# post your #1



## bolero (Oct 11, 2006)

a friend took this pic....this guitar is pretty much my #1

it's a Heritage H150 CM from 1994 or so...lots of stories to tell












lets see yours!! :banana:


----------



## GuitarsCanada (Dec 30, 2005)

Mine is also a Heritage. Been the number 1 for many years now. Can't find one that has challenged it yet. Gary Moore signature model 1991

View attachment 3737


----------



## StevieMac (Mar 4, 2006)

My #1 used to be the Strat I custom built but it has been entirely supplanted by my "player grade" '62 SG Special. The 60's T-tops it came with are insanely fine and, after switching out the Badass bridge (pictured) for a Graphtec ResoMax, it somehow got even better! No going back now....
View attachment 3739


----------



## blam (Feb 18, 2011)

I wish I could say its my Gibson 58 reissue... or my gibson es339.... but it seems to be my partscaster.


----------



## Chito (Feb 17, 2006)

Here is my ES339 which is my numero uno these days.


----------



## Pierrafeux (Jul 12, 2012)

My number One for now is my Partcaster with Import Gotoh Jazzy pickups.

View attachment 3740


----------



## Clean Channel (Apr 18, 2011)

Most of you won't know much about this guitar, so here's a quick rundown.
-custom made strat-style guitar built in 1996 by Stephen Davies at his shop (Stephen's Stringed Instruments) in Seattle.

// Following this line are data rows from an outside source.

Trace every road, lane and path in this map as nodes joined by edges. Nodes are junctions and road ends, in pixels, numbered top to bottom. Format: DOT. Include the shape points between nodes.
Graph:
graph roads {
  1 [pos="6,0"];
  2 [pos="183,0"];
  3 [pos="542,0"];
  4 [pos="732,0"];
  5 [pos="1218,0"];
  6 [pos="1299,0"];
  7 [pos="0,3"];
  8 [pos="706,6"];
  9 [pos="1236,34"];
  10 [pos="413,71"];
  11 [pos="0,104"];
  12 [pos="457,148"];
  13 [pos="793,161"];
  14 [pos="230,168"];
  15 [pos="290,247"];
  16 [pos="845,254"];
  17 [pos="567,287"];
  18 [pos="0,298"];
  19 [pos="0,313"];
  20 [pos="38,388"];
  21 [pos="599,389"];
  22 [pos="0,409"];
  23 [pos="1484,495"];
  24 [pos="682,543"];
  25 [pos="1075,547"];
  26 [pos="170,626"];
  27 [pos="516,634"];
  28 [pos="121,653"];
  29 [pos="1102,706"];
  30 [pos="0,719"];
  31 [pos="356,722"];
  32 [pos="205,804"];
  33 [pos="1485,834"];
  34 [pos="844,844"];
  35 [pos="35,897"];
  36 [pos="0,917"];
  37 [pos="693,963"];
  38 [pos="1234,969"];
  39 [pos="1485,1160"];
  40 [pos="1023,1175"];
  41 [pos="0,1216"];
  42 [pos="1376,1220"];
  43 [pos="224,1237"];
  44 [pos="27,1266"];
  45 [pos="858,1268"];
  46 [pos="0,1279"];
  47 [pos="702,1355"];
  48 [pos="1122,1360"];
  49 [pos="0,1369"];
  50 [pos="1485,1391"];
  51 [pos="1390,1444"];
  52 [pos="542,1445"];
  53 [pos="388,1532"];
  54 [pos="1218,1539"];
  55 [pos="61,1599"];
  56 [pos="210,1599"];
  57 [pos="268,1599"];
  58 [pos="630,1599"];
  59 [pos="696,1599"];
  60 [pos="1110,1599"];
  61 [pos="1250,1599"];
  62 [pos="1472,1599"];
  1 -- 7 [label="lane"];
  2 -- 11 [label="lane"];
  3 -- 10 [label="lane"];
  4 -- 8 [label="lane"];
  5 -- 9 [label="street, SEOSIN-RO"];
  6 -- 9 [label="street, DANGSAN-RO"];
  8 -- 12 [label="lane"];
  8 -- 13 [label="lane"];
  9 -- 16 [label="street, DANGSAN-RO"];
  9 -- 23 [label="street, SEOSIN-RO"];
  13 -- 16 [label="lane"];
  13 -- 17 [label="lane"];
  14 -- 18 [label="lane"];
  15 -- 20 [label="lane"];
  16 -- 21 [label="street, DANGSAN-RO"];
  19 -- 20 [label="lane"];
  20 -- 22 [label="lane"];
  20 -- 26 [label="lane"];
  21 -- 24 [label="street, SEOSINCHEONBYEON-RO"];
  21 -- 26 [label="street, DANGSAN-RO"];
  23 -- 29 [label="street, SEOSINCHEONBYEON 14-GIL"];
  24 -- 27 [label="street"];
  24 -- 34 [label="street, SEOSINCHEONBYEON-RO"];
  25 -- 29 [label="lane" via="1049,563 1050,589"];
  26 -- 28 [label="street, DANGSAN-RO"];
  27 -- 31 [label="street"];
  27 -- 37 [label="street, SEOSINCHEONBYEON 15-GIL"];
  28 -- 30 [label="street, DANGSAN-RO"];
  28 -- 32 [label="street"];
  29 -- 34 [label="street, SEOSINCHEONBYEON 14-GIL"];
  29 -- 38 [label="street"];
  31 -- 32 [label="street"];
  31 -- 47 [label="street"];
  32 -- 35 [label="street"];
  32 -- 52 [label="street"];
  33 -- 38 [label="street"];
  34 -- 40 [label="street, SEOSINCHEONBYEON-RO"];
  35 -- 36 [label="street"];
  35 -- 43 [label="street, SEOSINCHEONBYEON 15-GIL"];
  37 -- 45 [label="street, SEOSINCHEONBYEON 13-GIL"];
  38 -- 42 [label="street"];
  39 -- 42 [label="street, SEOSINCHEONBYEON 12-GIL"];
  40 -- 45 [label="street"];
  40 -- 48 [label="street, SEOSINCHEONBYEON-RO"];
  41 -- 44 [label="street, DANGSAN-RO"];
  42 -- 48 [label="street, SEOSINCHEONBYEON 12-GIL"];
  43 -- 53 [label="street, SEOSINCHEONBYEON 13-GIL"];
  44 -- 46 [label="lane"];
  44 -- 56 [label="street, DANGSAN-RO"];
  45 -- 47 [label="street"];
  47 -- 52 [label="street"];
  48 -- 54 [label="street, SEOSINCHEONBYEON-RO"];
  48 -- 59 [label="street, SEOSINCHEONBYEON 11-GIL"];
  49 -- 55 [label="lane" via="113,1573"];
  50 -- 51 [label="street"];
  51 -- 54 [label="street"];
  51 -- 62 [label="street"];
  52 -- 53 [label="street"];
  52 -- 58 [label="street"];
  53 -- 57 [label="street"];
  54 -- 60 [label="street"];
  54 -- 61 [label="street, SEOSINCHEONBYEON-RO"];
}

Steve Davies invented the Stephen's Extended Cutaway that you typically see on Washburn N4 guitars.
-this is his top-of-the-line strat, nicknamed the Rock Machine
-I only know of four of these 'Rock Machine' guitars in existence, the other three all have cherry burst finishes (this one being tobacco burst)
-I searched long and hard to get my hands on this guitar. It plays like a dream come true, and despite playing it nearly every single day since I got it, I still get a bit of a rush of excitement every time I open the case.


----------



## rollingdam (May 11, 2006)

Mid 90's G&L Legacy


----------



## Intrepid (Oct 9, 2008)

'58 Martin D-28.


View attachment 3741

View attachment 3743


And a close second, '68 Martin D-28.

View attachment 3742


----------



## mario (Feb 18, 2006)

[/URL][/IMG]







[/URL][/IMG]


PRS DGT Standard. It is everything I have ever wanted in a guitar.


----------



## Stringtown (Jul 16, 2013)

This is my beautiful Music Man Silhouette Special with a fixed bridge. They made 400 of these for a charity event back in '04. The CLB logo represents the Casey Lee Ball foundation, a non-profit foundation started by Sterling Ball to raise funds for paediatric kidney research. I'm used to playing with Les Pauls and I can't really play with a fender neck so this guitar is just the perfect in between for me. Absolutely stunning to look at too =D


----------



## Guest (Jul 17, 2013)

Hard to decide which is #1

'85 SG standard. Double black, Tim Shaw paf's. '10 FSR Ivory strat (1 of 150) 3 SD rail HB's.


----------



## whywhyzed (Jan 28, 2008)

Agile 2000 LP in Rootbeer. You've all seen them. Just because it has a wide neck and I never knew I preferred that until I recently got this guitar and started playing it a lot.


----------



## zurn (Oct 21, 2009)

It's hard to choose between my CV Tele or Strat, but i'm going with the tele  

Squier Classic Vibe Custom, all stock.


----------



## dwagar (Mar 6, 2006)

my 57 Special is definitely my #1.

View attachment 3744


----------



## dmc69 (Jan 20, 2011)

Either my 2006 Les Paul Classic or my 2008 Parker NiteFly Mojo Flame.


----------



## OldGuitarPlayer (Feb 25, 2013)

*
My #1 (and only) electric is my trusty stock Squier CV50's Butterscotch Blonde Telecaster. *


----------



## vasthorizon (Aug 10, 2008)

It has to be my R8.


R8-2 by vasthorizon, on Flickr


----------



## OldGuitarPlayer (Feb 25, 2013)

zurn said:


> It's hard to choose between my CV Tele or Strat, but i'm going with the tele
> 
> Squier Classic Vibe Custom, all stock.


The bass player in my trio has one of these for jamming at home however it was modded with a Gibson HB in the neck and a Seymour Duncan split-coil tele humbucker pup in the bridge. MY only complaint about his CV Custom is the really thin neck profile. It feels thinner than the all maple neck and fretboard of my CV50's BSB tele. Is the neck on yours skinny as well? I eventually want a neck with rosewood board for my BSB model and was just thinking of trading with someone for a CVC rosewood neck but I do find my maple board neck comfortable to play so I might just keep it on.


----------



## 10409 (Dec 11, 2011)

my #1 is and will probably always be an acoustic
don't think i've ever really bonded with an electric as well as i have with my blueridge

maybe i need a different amp, or better pedals, or something but i get tired of hearing my electric guitars after an hour tops. I could play acoustic all day and night.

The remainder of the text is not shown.